▸ EXTRACTED DATA:

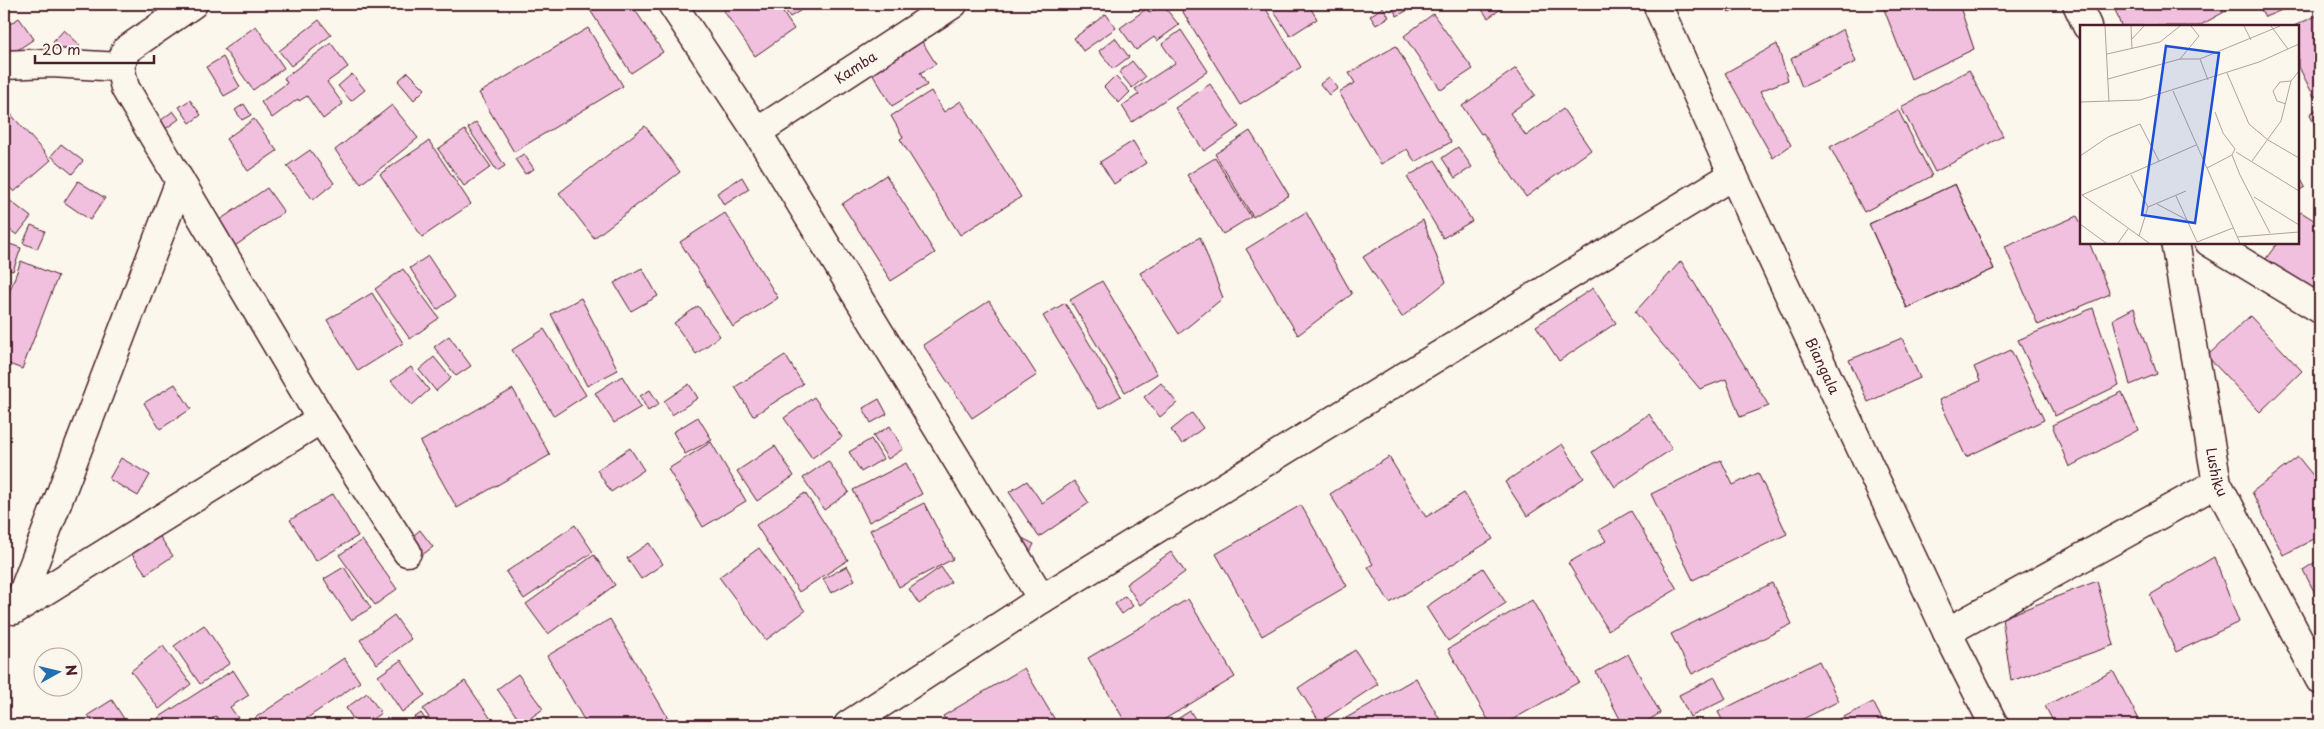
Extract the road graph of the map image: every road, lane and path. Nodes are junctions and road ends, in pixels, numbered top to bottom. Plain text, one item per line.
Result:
1 (194, 4) edge
2 (672, 4) edge
3 (953, 4) edge
4 (1656, 4) edge
5 (2077, 4) edge
6 (2087, 25) edge
7 (4, 65) edge
8 (120, 67) junction
9 (757, 132) junction
10 (1733, 176) junction
11 (180, 181) junction
12 (2174, 244) edge
13 (2212, 244) edge
14 (2320, 309) edge
15 (321, 419) junction
16 (2217, 484) junction
17 (407, 552) dead end
18 (1042, 599) junction
19 (11, 612) edge
20 (1947, 632) junction
21 (2320, 680) edge
22 (848, 725) edge
23 (1994, 725) edge

1 - 8 street
2 - 9 street
3 - 9 street, Kamba
4 - 10 street, Biangala
5 - 6 street
7 - 8 street
8 - 11 street
9 - 18 street
10 - 18 street
10 - 20 street, Biangala
11 - 15 street
11 - 19 street
12 - 16 street, Lushiku
13 - 14 street
15 - 17 street
15 - 19 street
16 - 20 street
16 - 21 street, Lushiku
18 - 22 street
20 - 23 street, Biangala

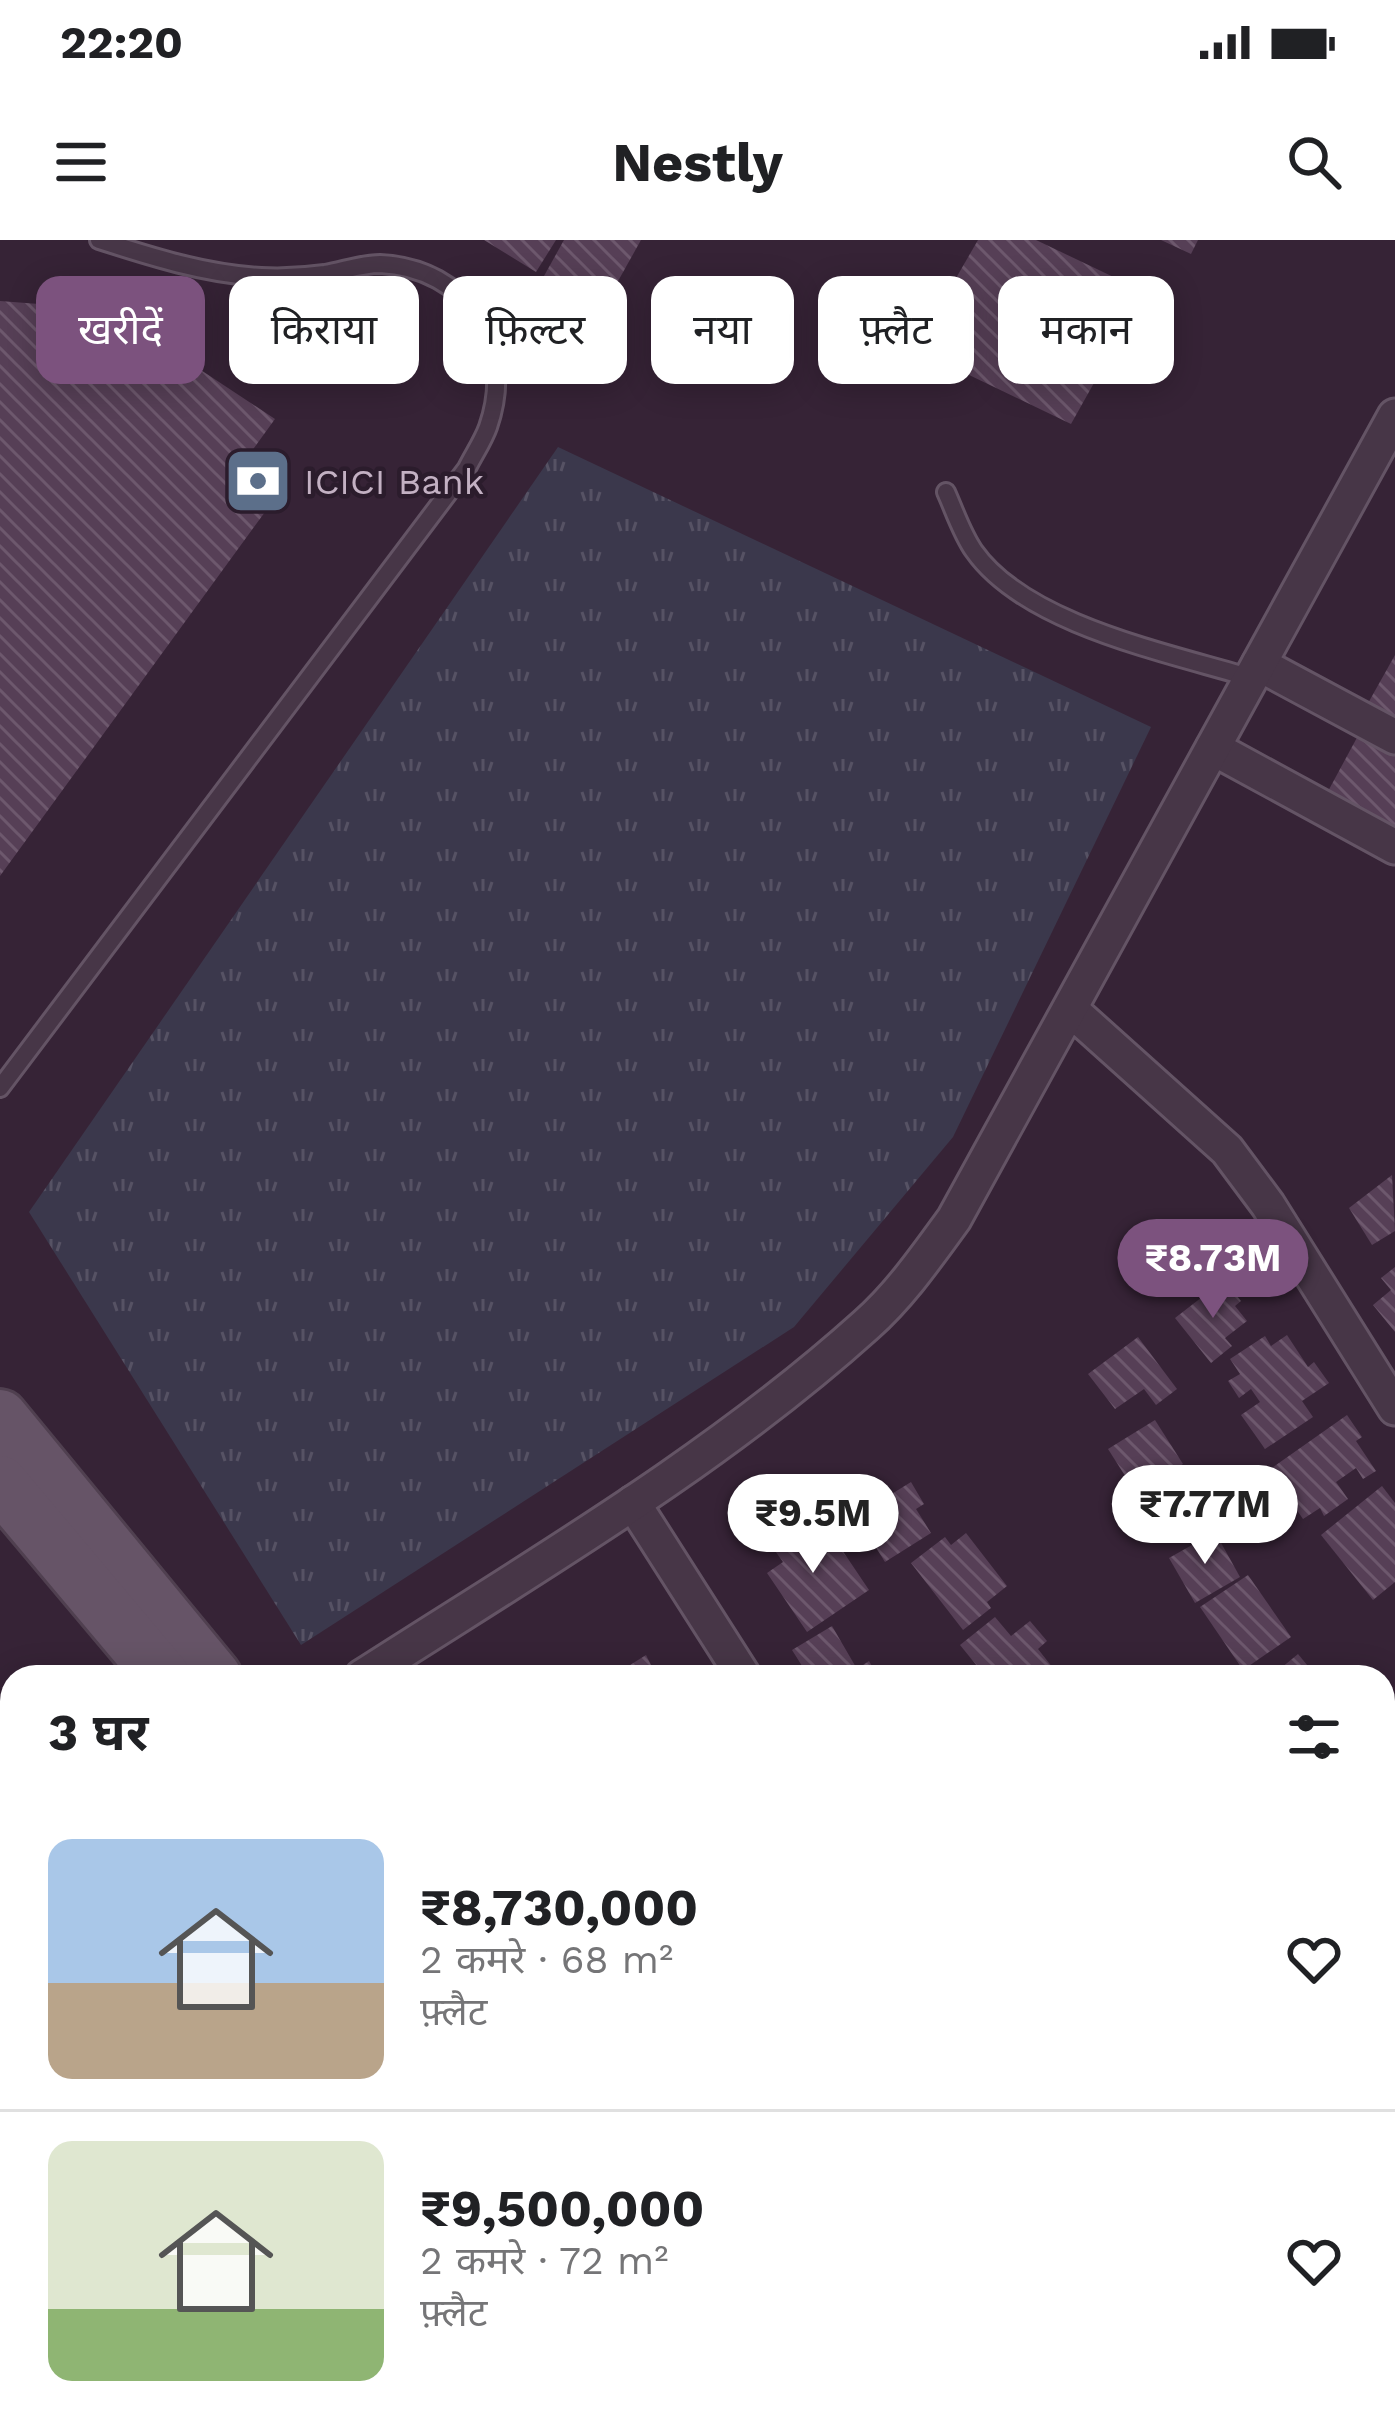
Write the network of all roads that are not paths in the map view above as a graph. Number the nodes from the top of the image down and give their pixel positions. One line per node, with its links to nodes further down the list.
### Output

▸ TASK BRIEF: Print out all the material above exactly as it appears, omitting the images.

▸ RESPONSE TO THIS EXERCISE:
Extract the road graph of the map image: every road, lane and path. Nodes are junctions and road ends, in pixels, numbered top to bottom. Plain text, one item per line.
Result:
1 (194, 4) edge
2 (672, 4) edge
3 (953, 4) edge
4 (1656, 4) edge
5 (2077, 4) edge
6 (2087, 25) edge
7 (4, 65) edge
8 (120, 67) junction
9 (757, 132) junction
10 (1733, 176) junction
11 (180, 181) junction
12 (2174, 244) edge
13 (2212, 244) edge
14 (2320, 309) edge
15 (321, 419) junction
16 (2217, 484) junction
17 (407, 552) dead end
18 (1042, 599) junction
19 (11, 612) edge
20 (1947, 632) junction
21 (2320, 680) edge
22 (848, 725) edge
23 (1994, 725) edge

1 - 8 street
2 - 9 street
3 - 9 street, Kamba
4 - 10 street, Biangala
5 - 6 street
7 - 8 street
8 - 11 street
9 - 18 street
10 - 18 street
10 - 20 street, Biangala
11 - 15 street
11 - 19 street
12 - 16 street, Lushiku
13 - 14 street
15 - 17 street
15 - 19 street
16 - 20 street
16 - 21 street, Lushiku
18 - 22 street
20 - 23 street, Biangala

Write the network of all roads that are not paths in the map view above as a graph. Number the nodes from the top of the image down and give their pixel positions. One line per node, with its links to nodes further down the list.
### Output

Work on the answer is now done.